- [DESCRIPTION OF THE TASK]: Please repeat the listing below exactly, but do not include its pictures.
═════ ENTRIES SHOWN ═════
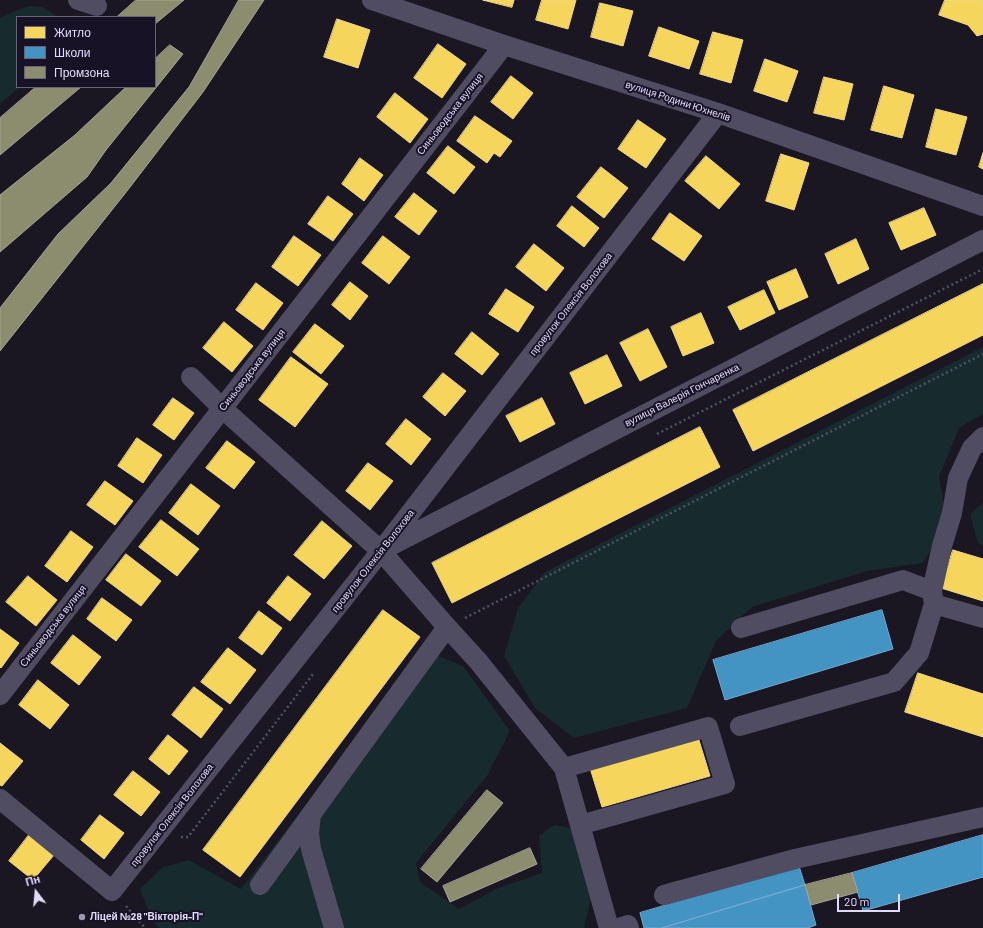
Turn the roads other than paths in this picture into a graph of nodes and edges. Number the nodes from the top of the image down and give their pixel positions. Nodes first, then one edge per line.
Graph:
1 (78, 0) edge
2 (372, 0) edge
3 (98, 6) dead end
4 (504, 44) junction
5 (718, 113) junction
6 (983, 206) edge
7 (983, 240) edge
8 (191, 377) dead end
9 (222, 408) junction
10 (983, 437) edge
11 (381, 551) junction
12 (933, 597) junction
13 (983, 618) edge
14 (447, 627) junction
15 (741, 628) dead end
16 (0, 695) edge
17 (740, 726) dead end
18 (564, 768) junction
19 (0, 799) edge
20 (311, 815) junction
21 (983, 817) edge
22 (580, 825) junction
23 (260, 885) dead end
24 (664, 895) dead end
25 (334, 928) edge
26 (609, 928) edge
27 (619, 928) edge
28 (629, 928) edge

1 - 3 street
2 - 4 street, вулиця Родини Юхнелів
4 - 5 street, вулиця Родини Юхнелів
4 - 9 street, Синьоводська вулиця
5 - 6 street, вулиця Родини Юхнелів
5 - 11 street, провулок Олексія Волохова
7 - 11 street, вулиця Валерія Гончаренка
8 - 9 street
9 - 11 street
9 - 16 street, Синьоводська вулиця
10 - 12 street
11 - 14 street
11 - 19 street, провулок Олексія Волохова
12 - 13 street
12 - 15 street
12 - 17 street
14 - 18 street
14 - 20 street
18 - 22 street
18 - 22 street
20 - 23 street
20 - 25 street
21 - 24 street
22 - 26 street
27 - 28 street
═════
- [REPLY TO THE EXERCISE]:
Turn the roads other than paths in this picture into a graph of nodes and edges. Number the nodes from the top of the image down and give their pixel positions. Nodes first, then one edge per line.
Graph:
1 (78, 0) edge
2 (372, 0) edge
3 (98, 6) dead end
4 (504, 44) junction
5 (718, 113) junction
6 (983, 206) edge
7 (983, 240) edge
8 (191, 377) dead end
9 (222, 408) junction
10 (983, 437) edge
11 (381, 551) junction
12 (933, 597) junction
13 (983, 618) edge
14 (447, 627) junction
15 (741, 628) dead end
16 (0, 695) edge
17 (740, 726) dead end
18 (564, 768) junction
19 (0, 799) edge
20 (311, 815) junction
21 (983, 817) edge
22 (580, 825) junction
23 (260, 885) dead end
24 (664, 895) dead end
25 (334, 928) edge
26 (609, 928) edge
27 (619, 928) edge
28 (629, 928) edge

1 - 3 street
2 - 4 street, вулиця Родини Юхнелів
4 - 5 street, вулиця Родини Юхнелів
4 - 9 street, Синьоводська вулиця
5 - 6 street, вулиця Родини Юхнелів
5 - 11 street, провулок Олексія Волохова
7 - 11 street, вулиця Валерія Гончаренка
8 - 9 street
9 - 11 street
9 - 16 street, Синьоводська вулиця
10 - 12 street
11 - 14 street
11 - 19 street, провулок Олексія Волохова
12 - 13 street
12 - 15 street
12 - 17 street
14 - 18 street
14 - 20 street
18 - 22 street
18 - 22 street
20 - 23 street
20 - 25 street
21 - 24 street
22 - 26 street
27 - 28 street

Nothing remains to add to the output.